[LISTED RECORDS]:
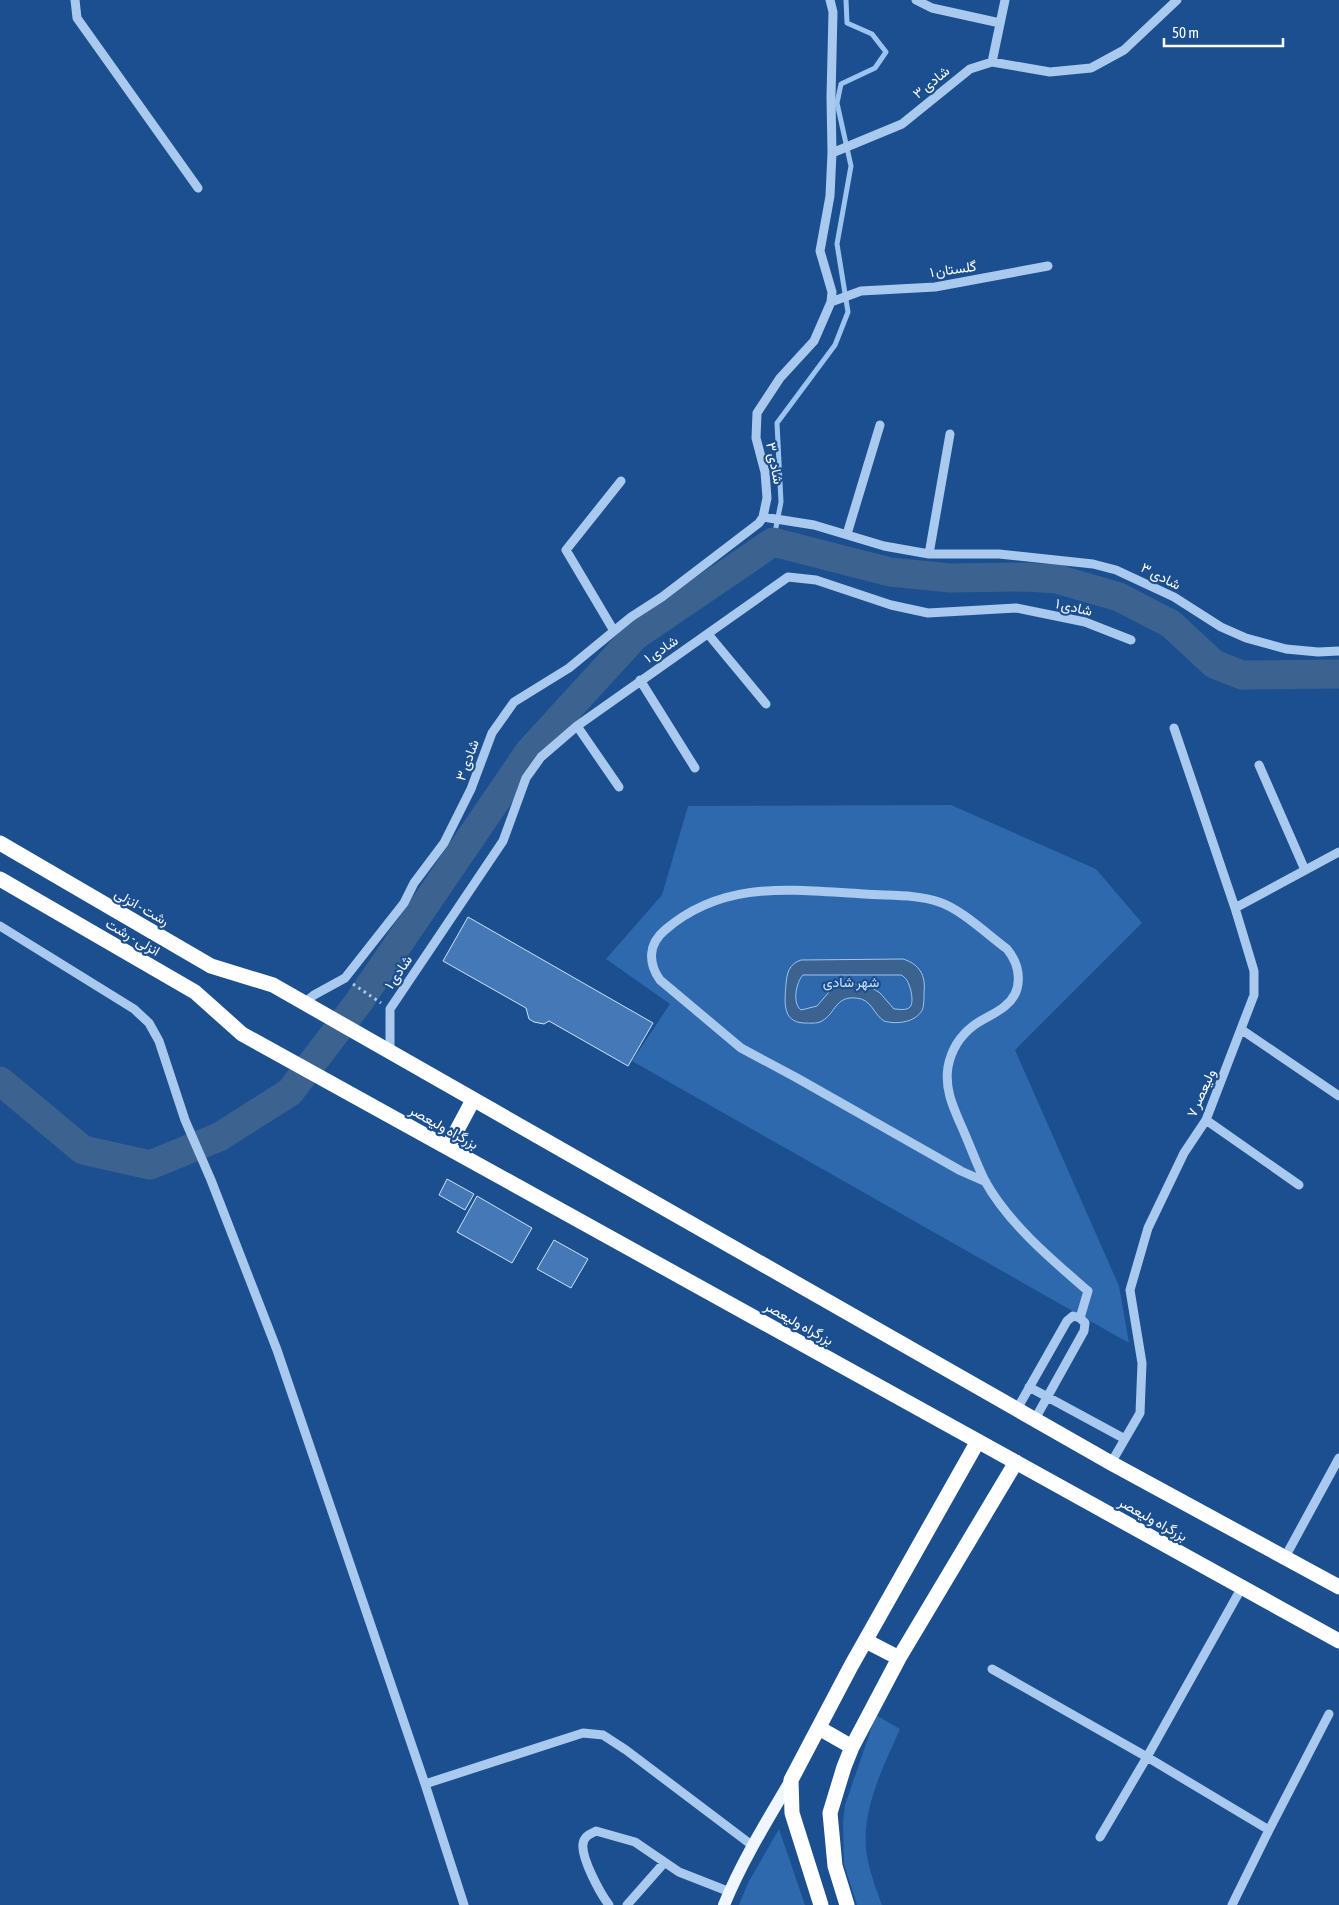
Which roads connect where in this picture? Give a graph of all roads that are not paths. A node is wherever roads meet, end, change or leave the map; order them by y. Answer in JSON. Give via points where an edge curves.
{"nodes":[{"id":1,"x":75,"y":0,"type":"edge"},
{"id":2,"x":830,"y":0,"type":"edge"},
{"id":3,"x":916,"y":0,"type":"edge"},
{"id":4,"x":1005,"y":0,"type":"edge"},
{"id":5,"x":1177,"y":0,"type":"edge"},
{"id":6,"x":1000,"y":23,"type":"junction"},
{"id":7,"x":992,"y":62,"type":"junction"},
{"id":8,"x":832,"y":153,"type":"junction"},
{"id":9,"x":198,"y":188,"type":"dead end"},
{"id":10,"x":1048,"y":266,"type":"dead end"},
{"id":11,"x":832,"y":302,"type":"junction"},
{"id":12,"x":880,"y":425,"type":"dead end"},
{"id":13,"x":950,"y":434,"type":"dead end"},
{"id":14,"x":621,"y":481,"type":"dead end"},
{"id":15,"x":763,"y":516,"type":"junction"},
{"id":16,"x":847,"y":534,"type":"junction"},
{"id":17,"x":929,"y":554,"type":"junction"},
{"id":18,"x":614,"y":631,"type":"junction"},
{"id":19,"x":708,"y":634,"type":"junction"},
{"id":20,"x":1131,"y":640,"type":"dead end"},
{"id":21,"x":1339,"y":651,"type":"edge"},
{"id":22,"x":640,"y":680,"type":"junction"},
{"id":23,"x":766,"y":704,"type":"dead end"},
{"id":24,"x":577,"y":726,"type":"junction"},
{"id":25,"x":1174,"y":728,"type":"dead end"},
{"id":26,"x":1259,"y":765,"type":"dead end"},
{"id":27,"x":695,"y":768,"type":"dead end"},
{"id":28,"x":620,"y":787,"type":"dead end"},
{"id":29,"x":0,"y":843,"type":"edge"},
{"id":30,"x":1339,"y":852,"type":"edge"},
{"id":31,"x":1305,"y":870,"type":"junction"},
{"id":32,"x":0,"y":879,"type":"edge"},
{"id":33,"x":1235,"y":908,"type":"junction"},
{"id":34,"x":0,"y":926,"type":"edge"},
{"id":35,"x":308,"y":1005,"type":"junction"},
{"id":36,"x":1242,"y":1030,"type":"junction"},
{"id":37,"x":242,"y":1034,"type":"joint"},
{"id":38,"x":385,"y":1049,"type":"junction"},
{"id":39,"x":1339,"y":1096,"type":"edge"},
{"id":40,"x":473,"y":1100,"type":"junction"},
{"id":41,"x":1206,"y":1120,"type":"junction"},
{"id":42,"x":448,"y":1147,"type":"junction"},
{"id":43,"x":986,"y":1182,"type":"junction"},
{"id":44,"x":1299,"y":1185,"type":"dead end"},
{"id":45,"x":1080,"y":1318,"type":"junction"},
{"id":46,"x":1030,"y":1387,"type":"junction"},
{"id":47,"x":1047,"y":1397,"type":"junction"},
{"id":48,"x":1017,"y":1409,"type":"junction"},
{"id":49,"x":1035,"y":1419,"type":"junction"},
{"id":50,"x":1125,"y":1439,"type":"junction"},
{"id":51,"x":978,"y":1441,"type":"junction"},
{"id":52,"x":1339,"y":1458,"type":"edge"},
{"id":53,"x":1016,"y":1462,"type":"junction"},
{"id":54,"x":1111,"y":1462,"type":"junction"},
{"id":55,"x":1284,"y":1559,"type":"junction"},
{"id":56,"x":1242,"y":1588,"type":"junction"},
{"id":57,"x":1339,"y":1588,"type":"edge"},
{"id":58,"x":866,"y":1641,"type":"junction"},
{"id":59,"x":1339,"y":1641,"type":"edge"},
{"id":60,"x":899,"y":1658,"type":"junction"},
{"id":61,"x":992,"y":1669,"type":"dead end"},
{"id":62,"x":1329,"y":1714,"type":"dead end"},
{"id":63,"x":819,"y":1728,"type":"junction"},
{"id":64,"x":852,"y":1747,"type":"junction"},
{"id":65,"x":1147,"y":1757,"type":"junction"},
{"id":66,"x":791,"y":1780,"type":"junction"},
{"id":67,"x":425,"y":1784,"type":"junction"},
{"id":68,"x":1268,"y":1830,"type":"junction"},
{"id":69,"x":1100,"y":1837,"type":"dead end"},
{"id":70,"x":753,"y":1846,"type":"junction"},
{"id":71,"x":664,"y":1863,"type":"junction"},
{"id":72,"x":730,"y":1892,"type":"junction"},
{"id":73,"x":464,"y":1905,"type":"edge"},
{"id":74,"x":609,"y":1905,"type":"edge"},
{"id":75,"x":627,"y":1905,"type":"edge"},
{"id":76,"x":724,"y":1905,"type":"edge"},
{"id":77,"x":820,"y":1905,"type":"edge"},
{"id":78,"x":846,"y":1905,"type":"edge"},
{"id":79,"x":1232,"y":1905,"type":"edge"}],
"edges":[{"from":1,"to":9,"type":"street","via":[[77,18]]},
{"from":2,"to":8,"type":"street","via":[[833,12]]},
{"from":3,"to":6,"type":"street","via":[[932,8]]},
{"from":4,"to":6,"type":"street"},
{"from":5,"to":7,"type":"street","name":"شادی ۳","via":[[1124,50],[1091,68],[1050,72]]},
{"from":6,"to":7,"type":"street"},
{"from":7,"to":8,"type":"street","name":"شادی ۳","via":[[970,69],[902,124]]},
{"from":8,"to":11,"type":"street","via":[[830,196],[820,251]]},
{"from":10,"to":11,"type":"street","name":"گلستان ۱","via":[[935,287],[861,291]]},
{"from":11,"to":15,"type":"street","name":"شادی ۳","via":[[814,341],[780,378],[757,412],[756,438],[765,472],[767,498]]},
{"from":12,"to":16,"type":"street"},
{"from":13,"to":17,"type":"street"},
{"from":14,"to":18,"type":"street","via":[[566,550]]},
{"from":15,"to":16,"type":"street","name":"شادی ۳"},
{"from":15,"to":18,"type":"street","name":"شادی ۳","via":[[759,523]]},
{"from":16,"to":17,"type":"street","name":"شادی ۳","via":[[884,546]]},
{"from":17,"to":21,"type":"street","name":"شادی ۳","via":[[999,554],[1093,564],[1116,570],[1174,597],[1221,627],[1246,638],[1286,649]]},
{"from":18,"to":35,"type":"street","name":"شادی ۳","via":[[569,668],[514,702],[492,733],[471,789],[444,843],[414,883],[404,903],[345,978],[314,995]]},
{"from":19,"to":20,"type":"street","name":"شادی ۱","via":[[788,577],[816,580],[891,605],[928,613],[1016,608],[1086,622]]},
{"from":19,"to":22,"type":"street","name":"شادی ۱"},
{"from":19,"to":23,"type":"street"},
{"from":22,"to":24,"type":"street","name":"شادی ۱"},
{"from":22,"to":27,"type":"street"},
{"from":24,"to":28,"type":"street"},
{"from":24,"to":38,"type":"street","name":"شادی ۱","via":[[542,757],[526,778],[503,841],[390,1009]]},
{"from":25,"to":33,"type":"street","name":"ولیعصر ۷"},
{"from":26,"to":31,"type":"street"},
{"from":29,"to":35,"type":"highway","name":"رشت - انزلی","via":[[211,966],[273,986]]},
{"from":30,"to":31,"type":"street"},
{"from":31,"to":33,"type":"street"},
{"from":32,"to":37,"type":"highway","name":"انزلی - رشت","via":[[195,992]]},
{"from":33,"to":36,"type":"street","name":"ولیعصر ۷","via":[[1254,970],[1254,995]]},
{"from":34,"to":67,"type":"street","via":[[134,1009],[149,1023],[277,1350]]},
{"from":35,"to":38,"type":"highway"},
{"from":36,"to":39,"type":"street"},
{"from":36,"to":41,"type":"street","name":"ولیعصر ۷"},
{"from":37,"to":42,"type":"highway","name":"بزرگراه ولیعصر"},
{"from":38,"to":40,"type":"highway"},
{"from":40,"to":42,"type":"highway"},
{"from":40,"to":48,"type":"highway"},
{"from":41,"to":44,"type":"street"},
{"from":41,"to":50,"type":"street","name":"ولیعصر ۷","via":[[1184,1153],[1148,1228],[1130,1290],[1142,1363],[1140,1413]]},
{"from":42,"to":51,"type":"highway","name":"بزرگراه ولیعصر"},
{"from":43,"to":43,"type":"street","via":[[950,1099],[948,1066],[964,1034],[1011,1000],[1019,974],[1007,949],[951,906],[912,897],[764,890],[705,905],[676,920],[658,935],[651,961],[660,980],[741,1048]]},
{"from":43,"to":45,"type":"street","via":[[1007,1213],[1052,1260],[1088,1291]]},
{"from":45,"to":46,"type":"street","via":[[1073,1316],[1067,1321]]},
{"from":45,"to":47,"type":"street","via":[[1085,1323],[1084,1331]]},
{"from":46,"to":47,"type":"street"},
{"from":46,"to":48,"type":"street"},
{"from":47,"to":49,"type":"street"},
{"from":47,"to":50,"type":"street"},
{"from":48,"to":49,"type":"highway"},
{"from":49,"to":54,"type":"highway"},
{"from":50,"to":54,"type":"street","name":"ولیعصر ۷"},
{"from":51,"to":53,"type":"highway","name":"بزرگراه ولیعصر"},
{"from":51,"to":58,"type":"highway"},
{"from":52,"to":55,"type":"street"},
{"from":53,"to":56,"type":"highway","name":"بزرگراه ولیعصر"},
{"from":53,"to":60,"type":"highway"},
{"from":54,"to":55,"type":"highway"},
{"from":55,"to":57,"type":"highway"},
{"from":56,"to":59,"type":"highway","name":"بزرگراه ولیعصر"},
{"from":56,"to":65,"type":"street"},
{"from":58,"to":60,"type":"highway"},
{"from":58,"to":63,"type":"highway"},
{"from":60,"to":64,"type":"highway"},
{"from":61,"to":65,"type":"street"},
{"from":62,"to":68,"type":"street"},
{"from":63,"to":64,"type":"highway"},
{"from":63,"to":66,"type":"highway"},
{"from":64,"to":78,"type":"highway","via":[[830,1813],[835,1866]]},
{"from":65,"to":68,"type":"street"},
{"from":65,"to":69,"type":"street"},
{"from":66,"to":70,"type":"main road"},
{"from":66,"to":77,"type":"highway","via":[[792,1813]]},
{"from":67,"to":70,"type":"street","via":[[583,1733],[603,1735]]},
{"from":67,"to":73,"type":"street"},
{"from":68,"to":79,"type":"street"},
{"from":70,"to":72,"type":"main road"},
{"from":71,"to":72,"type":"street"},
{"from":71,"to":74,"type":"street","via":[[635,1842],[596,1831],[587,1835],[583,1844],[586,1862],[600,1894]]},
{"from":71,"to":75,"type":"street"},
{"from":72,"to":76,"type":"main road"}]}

==

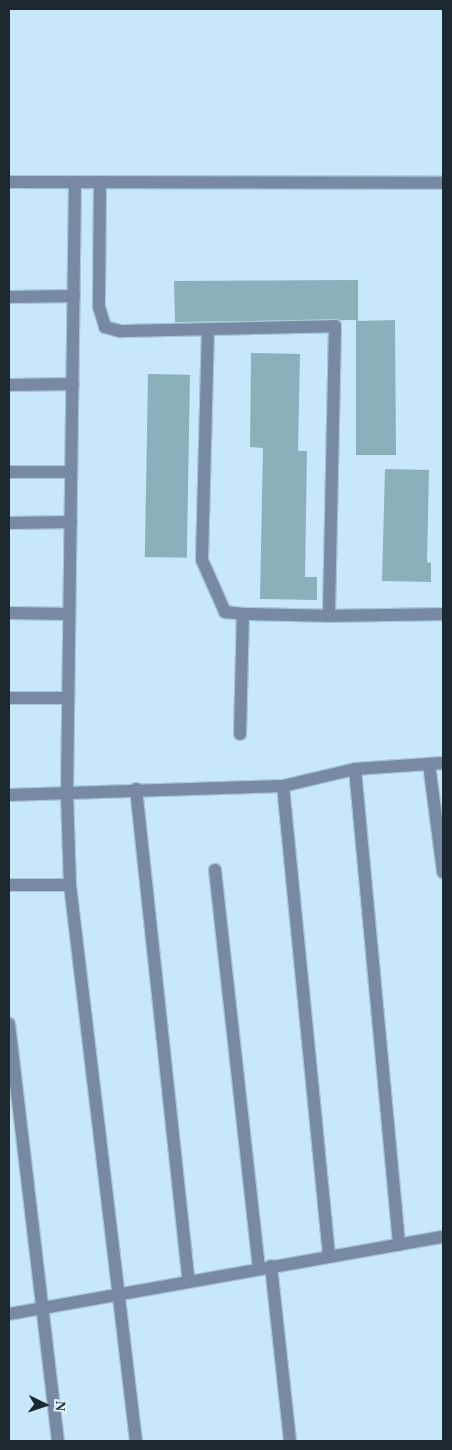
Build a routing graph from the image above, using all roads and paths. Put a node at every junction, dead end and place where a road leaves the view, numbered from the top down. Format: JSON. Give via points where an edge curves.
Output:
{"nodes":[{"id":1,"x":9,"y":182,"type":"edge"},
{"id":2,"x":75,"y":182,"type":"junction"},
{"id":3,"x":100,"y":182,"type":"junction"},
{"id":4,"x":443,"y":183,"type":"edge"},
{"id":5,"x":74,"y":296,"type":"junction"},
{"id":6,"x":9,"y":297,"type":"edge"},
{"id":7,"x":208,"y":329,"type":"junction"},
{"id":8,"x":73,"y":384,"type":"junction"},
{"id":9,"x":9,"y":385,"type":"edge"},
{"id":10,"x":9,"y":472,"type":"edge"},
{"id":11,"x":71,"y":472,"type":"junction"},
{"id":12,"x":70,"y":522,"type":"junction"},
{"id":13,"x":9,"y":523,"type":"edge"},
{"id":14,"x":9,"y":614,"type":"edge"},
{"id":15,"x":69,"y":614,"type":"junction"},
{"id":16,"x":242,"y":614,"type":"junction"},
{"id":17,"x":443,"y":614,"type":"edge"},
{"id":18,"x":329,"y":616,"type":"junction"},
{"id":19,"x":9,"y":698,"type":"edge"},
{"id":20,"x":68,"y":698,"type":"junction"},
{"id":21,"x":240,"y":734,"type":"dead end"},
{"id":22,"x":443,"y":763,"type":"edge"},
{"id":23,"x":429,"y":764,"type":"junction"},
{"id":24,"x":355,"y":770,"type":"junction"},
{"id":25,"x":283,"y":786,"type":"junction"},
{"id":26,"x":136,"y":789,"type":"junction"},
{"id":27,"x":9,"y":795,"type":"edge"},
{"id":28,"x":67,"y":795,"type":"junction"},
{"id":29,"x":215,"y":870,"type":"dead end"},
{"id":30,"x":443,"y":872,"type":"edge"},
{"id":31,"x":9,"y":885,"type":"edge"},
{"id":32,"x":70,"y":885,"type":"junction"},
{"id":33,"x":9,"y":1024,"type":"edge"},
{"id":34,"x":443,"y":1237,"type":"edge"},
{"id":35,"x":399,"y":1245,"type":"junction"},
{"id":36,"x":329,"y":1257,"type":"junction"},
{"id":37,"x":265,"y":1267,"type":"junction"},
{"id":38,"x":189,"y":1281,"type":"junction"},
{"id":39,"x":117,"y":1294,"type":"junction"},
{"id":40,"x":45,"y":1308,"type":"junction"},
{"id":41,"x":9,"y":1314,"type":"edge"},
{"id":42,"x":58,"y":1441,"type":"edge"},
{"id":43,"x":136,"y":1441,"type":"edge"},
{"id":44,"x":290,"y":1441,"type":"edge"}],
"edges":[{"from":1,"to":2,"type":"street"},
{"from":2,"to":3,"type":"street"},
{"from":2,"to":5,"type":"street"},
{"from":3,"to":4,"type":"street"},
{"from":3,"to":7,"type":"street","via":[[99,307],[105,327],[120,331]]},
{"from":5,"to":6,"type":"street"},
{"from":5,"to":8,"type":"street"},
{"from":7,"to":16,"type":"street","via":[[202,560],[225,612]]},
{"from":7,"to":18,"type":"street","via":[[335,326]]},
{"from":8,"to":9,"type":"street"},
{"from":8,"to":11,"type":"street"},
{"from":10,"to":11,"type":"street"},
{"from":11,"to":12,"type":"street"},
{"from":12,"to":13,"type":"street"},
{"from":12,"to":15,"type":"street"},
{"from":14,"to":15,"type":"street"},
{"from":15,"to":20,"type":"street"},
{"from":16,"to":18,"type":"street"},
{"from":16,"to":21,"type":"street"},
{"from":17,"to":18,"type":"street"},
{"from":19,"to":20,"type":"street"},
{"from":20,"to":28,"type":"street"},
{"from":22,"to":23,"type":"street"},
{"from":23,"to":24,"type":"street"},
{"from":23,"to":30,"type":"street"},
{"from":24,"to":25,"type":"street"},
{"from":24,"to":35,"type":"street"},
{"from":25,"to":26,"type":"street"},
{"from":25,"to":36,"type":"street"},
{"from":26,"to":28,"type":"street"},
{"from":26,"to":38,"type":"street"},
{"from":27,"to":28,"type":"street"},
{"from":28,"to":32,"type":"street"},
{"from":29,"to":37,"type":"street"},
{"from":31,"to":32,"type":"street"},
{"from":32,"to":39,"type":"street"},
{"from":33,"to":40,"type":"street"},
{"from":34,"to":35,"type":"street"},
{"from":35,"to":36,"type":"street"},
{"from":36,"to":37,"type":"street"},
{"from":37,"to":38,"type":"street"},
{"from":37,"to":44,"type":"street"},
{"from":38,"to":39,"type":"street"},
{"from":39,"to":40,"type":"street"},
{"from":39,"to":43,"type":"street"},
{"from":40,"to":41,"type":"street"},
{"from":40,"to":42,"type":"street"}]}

[WORK REQUEST]: Indicate how many lines of the material include the word "ولیعصر"; the number alone is required.

[EXERCISE ANSWER]: 10